--- Supplied records Enclosed Below ---

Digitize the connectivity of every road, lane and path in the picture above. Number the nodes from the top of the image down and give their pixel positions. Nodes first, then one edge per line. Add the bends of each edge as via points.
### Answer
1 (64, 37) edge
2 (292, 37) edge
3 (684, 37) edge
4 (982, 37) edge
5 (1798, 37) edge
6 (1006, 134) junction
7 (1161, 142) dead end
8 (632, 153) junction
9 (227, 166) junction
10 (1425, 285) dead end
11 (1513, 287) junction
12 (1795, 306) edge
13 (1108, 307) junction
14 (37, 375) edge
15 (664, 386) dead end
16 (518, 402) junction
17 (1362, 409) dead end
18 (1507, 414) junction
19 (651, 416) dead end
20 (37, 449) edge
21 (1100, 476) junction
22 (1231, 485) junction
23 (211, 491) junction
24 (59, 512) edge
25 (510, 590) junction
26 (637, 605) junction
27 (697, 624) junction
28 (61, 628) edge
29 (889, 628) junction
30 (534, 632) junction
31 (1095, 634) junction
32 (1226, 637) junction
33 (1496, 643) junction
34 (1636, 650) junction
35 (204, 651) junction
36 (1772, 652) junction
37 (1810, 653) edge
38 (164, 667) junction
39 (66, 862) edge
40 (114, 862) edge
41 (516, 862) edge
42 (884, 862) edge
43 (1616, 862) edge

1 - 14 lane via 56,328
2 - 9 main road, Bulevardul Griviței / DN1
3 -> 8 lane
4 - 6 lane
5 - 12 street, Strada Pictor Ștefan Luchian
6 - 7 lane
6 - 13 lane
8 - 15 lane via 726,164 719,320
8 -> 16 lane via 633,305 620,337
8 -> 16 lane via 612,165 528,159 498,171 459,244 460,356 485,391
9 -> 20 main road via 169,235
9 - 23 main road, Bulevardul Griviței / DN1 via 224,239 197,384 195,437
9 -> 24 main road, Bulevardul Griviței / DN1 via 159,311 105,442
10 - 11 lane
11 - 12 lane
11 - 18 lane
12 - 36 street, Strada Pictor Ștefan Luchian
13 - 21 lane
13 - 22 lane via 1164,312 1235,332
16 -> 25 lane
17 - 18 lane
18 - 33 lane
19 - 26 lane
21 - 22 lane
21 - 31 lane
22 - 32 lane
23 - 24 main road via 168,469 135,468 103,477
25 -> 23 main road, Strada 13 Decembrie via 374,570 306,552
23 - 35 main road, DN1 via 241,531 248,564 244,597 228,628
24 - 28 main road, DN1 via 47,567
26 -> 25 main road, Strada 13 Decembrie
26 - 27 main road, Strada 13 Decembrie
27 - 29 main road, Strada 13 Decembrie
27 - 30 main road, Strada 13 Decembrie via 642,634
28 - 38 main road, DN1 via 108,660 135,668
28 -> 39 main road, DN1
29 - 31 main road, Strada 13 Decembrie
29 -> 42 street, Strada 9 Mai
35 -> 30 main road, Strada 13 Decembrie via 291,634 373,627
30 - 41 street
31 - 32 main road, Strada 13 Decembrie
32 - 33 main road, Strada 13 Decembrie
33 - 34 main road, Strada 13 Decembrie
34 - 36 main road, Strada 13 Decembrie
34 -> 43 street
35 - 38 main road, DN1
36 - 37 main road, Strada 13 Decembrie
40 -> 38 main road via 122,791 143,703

--- End of Enclosed Supplied records ---

Send back all of the material exactly as given.

▸ Reply to the task:
Digitize the connectivity of every road, lane and path in the picture above. Number the nodes from the top of the image down and give their pixel positions. Nodes first, then one edge per line. Add the bends of each edge as via points.
### Answer
1 (64, 37) edge
2 (292, 37) edge
3 (684, 37) edge
4 (982, 37) edge
5 (1798, 37) edge
6 (1006, 134) junction
7 (1161, 142) dead end
8 (632, 153) junction
9 (227, 166) junction
10 (1425, 285) dead end
11 (1513, 287) junction
12 (1795, 306) edge
13 (1108, 307) junction
14 (37, 375) edge
15 (664, 386) dead end
16 (518, 402) junction
17 (1362, 409) dead end
18 (1507, 414) junction
19 (651, 416) dead end
20 (37, 449) edge
21 (1100, 476) junction
22 (1231, 485) junction
23 (211, 491) junction
24 (59, 512) edge
25 (510, 590) junction
26 (637, 605) junction
27 (697, 624) junction
28 (61, 628) edge
29 (889, 628) junction
30 (534, 632) junction
31 (1095, 634) junction
32 (1226, 637) junction
33 (1496, 643) junction
34 (1636, 650) junction
35 (204, 651) junction
36 (1772, 652) junction
37 (1810, 653) edge
38 (164, 667) junction
39 (66, 862) edge
40 (114, 862) edge
41 (516, 862) edge
42 (884, 862) edge
43 (1616, 862) edge

1 - 14 lane via 56,328
2 - 9 main road, Bulevardul Griviței / DN1
3 -> 8 lane
4 - 6 lane
5 - 12 street, Strada Pictor Ștefan Luchian
6 - 7 lane
6 - 13 lane
8 - 15 lane via 726,164 719,320
8 -> 16 lane via 633,305 620,337
8 -> 16 lane via 612,165 528,159 498,171 459,244 460,356 485,391
9 -> 20 main road via 169,235
9 - 23 main road, Bulevardul Griviței / DN1 via 224,239 197,384 195,437
9 -> 24 main road, Bulevardul Griviței / DN1 via 159,311 105,442
10 - 11 lane
11 - 12 lane
11 - 18 lane
12 - 36 street, Strada Pictor Ștefan Luchian
13 - 21 lane
13 - 22 lane via 1164,312 1235,332
16 -> 25 lane
17 - 18 lane
18 - 33 lane
19 - 26 lane
21 - 22 lane
21 - 31 lane
22 - 32 lane
23 - 24 main road via 168,469 135,468 103,477
25 -> 23 main road, Strada 13 Decembrie via 374,570 306,552
23 - 35 main road, DN1 via 241,531 248,564 244,597 228,628
24 - 28 main road, DN1 via 47,567
26 -> 25 main road, Strada 13 Decembrie
26 - 27 main road, Strada 13 Decembrie
27 - 29 main road, Strada 13 Decembrie
27 - 30 main road, Strada 13 Decembrie via 642,634
28 - 38 main road, DN1 via 108,660 135,668
28 -> 39 main road, DN1
29 - 31 main road, Strada 13 Decembrie
29 -> 42 street, Strada 9 Mai
35 -> 30 main road, Strada 13 Decembrie via 291,634 373,627
30 - 41 street
31 - 32 main road, Strada 13 Decembrie
32 - 33 main road, Strada 13 Decembrie
33 - 34 main road, Strada 13 Decembrie
34 - 36 main road, Strada 13 Decembrie
34 -> 43 street
35 - 38 main road, DN1
36 - 37 main road, Strada 13 Decembrie
40 -> 38 main road via 122,791 143,703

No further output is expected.